[Information provided — start]

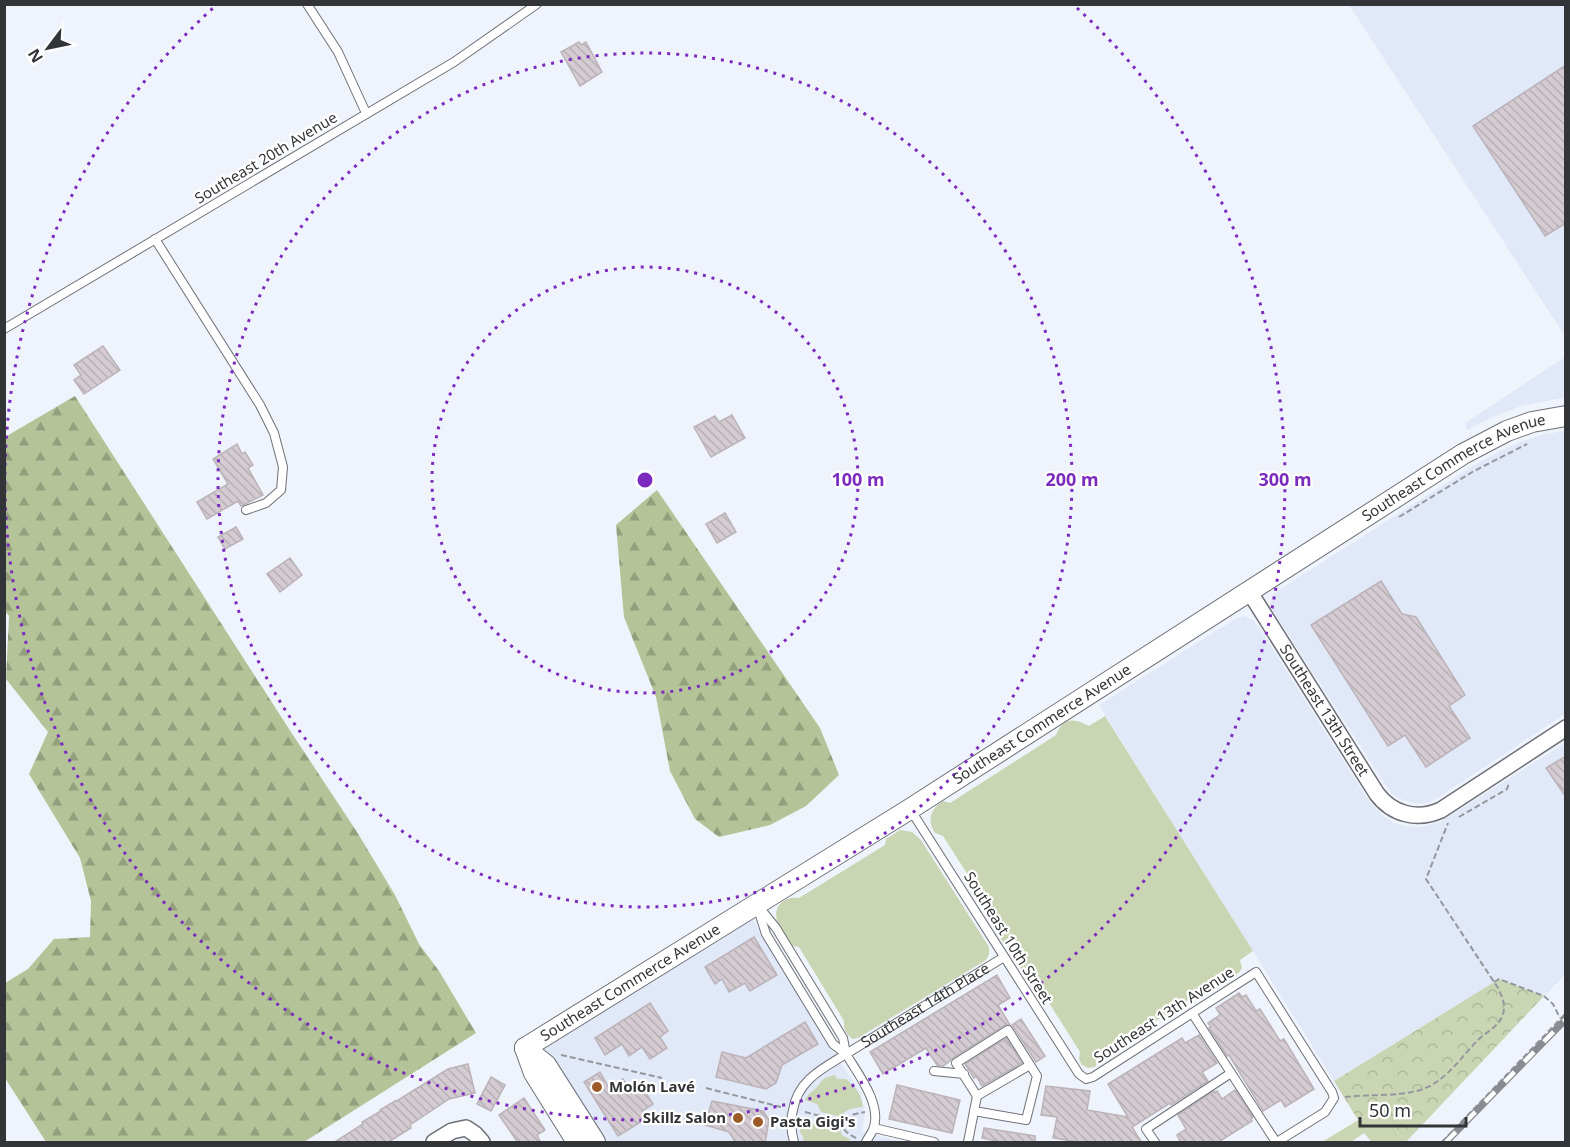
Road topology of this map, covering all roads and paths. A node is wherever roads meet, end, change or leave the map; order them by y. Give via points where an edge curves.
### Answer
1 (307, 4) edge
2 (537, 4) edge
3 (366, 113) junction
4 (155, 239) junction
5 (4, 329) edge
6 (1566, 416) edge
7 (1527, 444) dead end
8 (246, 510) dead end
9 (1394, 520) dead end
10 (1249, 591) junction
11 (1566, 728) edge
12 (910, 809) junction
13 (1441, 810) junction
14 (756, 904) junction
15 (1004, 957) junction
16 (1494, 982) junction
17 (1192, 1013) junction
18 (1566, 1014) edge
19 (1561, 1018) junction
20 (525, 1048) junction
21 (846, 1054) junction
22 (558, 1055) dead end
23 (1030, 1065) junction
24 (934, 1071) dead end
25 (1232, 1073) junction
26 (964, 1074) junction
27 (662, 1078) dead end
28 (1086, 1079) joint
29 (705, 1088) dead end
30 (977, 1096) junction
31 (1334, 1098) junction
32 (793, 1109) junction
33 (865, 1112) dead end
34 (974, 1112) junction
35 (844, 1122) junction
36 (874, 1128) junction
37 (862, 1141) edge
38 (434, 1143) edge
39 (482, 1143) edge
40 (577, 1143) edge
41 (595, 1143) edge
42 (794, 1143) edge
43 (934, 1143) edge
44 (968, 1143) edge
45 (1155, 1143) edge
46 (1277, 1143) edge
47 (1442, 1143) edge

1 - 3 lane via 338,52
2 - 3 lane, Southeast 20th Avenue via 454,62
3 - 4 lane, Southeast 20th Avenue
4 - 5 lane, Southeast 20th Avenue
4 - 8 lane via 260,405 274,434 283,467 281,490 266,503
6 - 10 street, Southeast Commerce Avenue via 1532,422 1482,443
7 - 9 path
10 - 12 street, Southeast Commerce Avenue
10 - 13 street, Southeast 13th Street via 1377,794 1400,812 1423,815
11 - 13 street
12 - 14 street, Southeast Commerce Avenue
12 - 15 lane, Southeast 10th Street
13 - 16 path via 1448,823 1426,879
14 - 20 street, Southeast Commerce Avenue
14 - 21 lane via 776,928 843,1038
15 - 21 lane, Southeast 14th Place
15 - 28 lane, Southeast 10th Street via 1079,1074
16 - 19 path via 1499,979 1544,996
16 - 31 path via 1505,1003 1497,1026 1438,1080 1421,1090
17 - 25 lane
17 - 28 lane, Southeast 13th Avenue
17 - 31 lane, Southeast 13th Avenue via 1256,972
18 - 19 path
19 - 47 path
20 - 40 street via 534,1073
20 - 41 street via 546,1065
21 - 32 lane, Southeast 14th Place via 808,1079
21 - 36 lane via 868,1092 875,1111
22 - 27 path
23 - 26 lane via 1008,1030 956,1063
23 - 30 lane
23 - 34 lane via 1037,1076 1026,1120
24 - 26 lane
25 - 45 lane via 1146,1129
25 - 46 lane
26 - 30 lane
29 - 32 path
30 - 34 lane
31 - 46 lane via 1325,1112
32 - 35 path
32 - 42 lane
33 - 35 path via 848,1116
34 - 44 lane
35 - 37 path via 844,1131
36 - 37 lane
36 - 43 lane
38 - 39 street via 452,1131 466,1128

[Information provided — finish]
[Information provided — start]

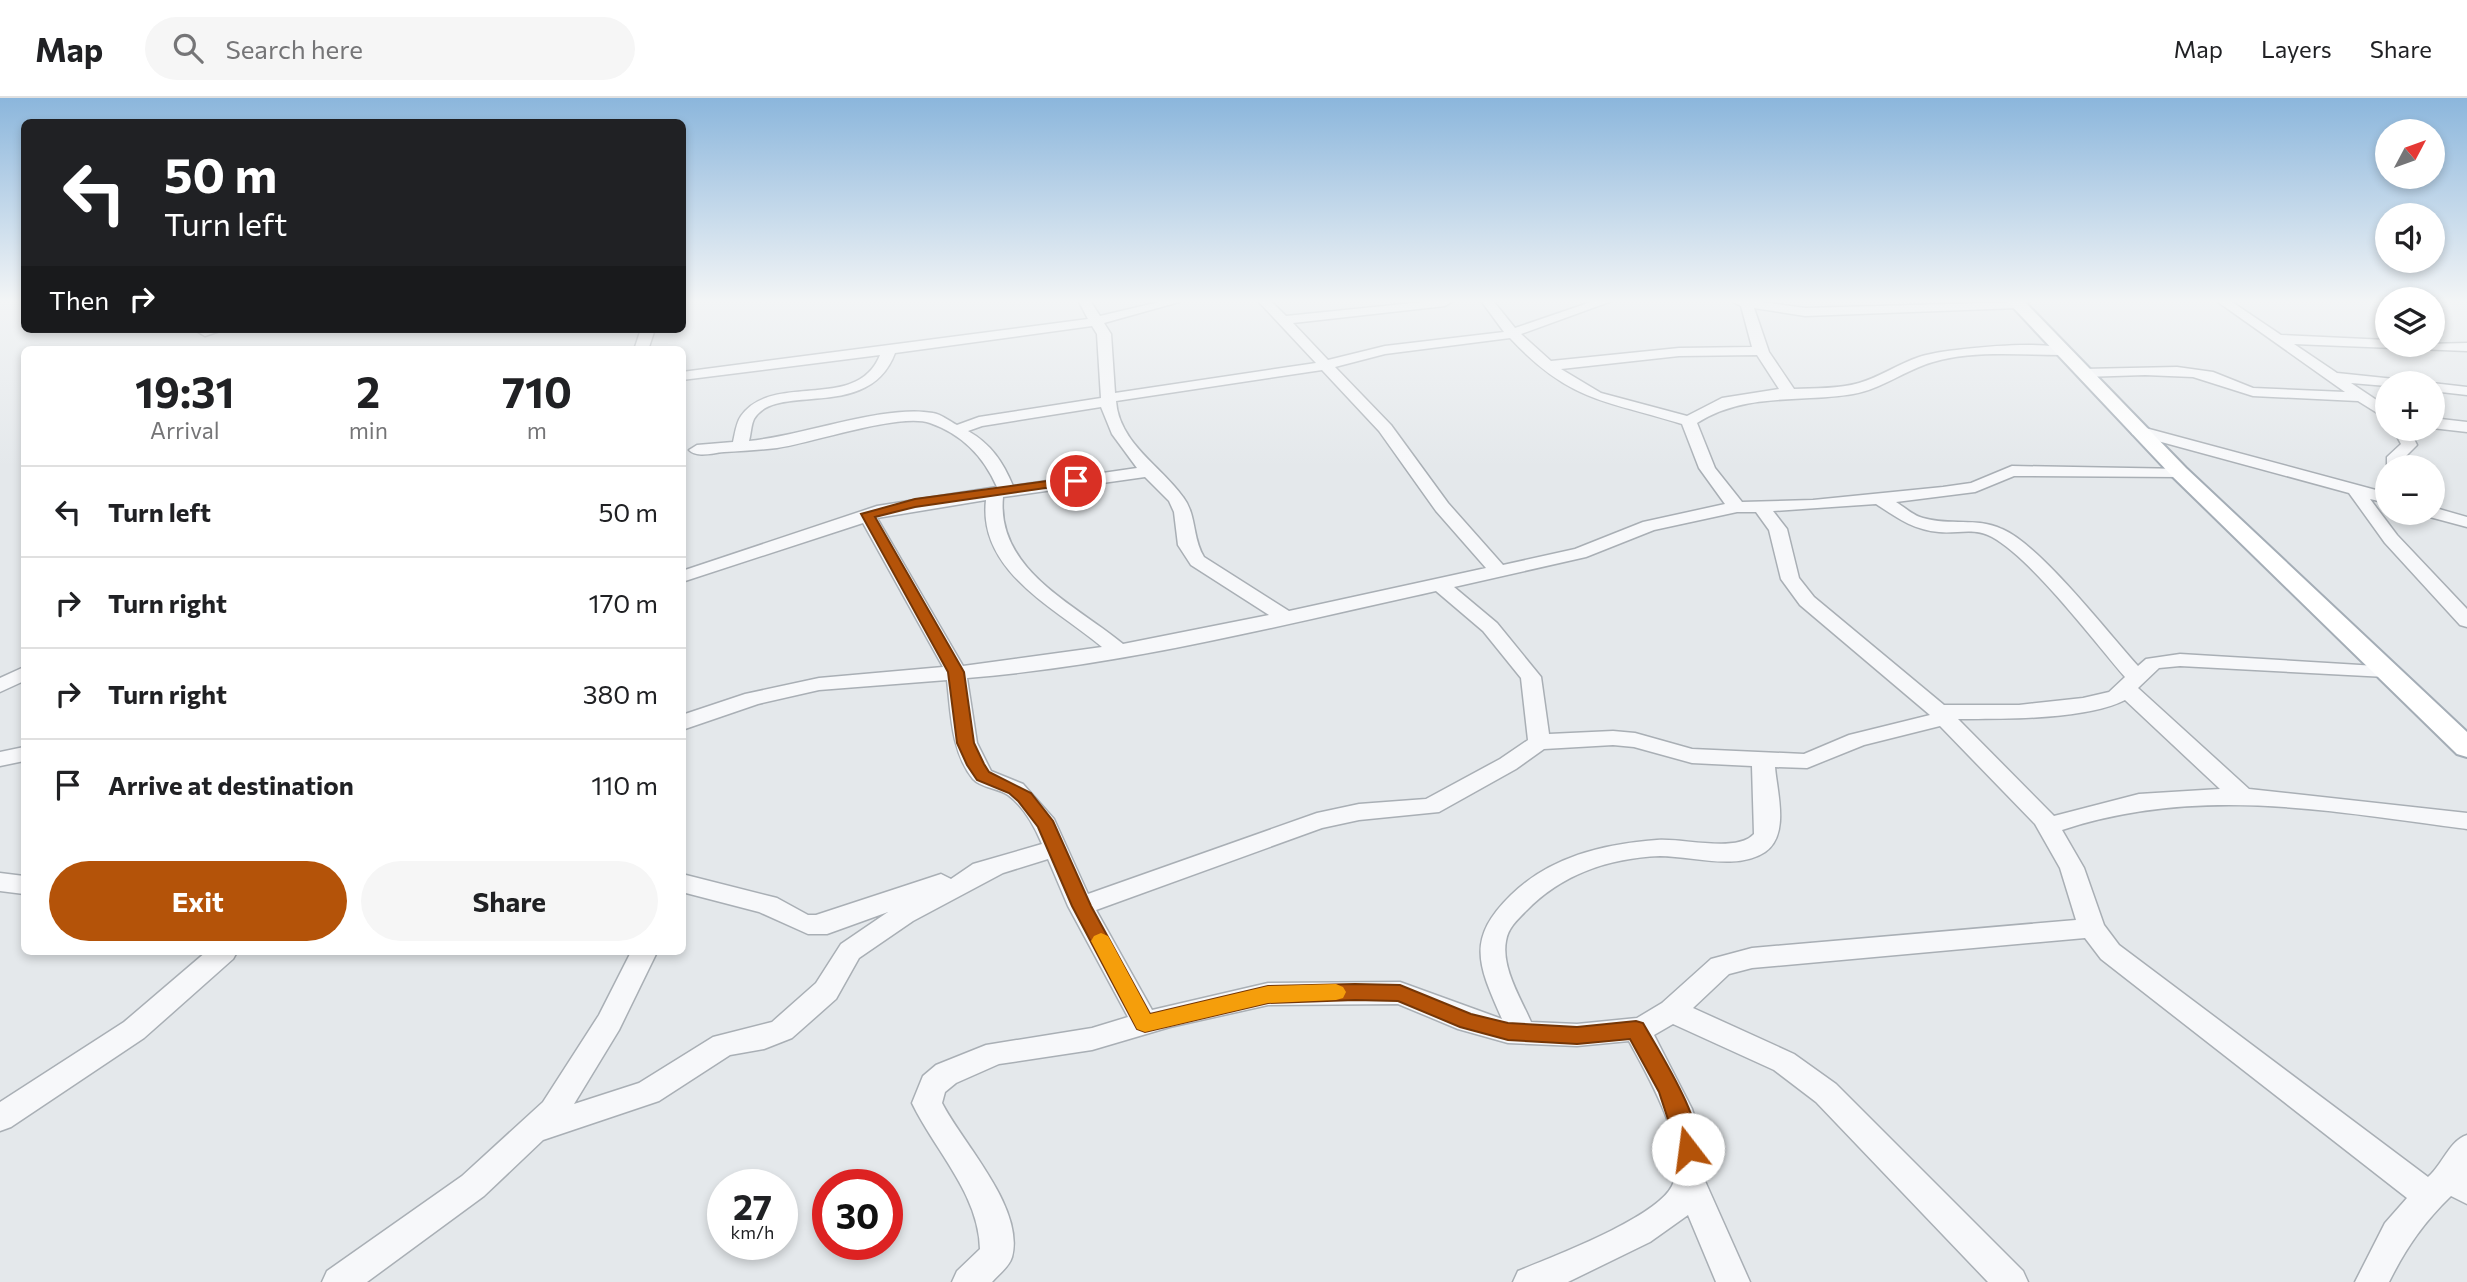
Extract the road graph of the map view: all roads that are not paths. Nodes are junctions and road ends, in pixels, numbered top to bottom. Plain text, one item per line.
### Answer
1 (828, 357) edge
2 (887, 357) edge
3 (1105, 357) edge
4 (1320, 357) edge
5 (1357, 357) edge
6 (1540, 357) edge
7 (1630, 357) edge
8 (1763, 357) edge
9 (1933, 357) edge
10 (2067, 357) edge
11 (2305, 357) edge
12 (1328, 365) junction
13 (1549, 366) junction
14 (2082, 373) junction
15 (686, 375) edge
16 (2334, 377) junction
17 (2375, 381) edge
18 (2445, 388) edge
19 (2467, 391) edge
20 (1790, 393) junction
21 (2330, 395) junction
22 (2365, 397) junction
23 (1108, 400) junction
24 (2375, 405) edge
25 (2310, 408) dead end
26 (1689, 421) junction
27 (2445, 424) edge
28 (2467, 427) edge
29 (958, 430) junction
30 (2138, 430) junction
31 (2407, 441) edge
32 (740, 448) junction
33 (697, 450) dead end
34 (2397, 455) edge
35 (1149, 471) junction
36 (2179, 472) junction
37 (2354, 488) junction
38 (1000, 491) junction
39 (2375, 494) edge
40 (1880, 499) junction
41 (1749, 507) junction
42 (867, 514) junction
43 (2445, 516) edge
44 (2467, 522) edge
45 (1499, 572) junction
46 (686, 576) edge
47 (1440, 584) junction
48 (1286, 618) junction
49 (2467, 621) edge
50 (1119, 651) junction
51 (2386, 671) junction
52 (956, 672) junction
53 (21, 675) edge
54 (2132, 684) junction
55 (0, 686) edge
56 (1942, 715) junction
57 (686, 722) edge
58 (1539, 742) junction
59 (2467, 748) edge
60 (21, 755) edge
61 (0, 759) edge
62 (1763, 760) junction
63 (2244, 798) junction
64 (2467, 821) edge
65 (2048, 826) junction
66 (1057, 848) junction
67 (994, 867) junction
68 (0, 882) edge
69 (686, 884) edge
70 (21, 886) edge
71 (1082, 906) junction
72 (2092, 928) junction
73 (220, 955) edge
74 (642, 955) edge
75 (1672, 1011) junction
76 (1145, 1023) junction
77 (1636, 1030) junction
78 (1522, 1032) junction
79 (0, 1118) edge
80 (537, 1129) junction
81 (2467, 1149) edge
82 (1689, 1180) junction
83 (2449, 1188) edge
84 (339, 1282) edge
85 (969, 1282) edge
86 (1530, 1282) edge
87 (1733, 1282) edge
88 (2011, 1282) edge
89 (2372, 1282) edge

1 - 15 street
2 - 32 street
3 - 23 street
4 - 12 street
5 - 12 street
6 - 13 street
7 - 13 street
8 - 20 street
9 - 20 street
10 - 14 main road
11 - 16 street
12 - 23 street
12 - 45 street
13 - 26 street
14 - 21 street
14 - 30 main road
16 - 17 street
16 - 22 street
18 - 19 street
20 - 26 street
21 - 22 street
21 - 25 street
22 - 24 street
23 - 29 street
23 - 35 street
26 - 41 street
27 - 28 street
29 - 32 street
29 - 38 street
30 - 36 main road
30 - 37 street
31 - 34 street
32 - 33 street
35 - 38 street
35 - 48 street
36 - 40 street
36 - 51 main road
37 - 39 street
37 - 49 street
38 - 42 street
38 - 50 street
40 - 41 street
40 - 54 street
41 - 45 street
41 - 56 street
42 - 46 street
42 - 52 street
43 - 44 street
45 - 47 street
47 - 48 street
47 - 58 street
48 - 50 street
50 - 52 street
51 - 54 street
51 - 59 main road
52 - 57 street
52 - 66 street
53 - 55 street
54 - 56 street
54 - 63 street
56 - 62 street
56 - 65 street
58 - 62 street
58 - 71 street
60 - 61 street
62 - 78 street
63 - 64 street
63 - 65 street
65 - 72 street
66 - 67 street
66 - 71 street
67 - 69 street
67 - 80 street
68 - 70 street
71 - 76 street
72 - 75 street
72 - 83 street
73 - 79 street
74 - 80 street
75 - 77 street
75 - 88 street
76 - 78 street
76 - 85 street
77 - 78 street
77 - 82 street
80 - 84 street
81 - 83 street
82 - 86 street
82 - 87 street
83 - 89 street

[Information provided — finish]

Give the count of lines in the records above that hold the string "Place", and only that count.

## Task solution
2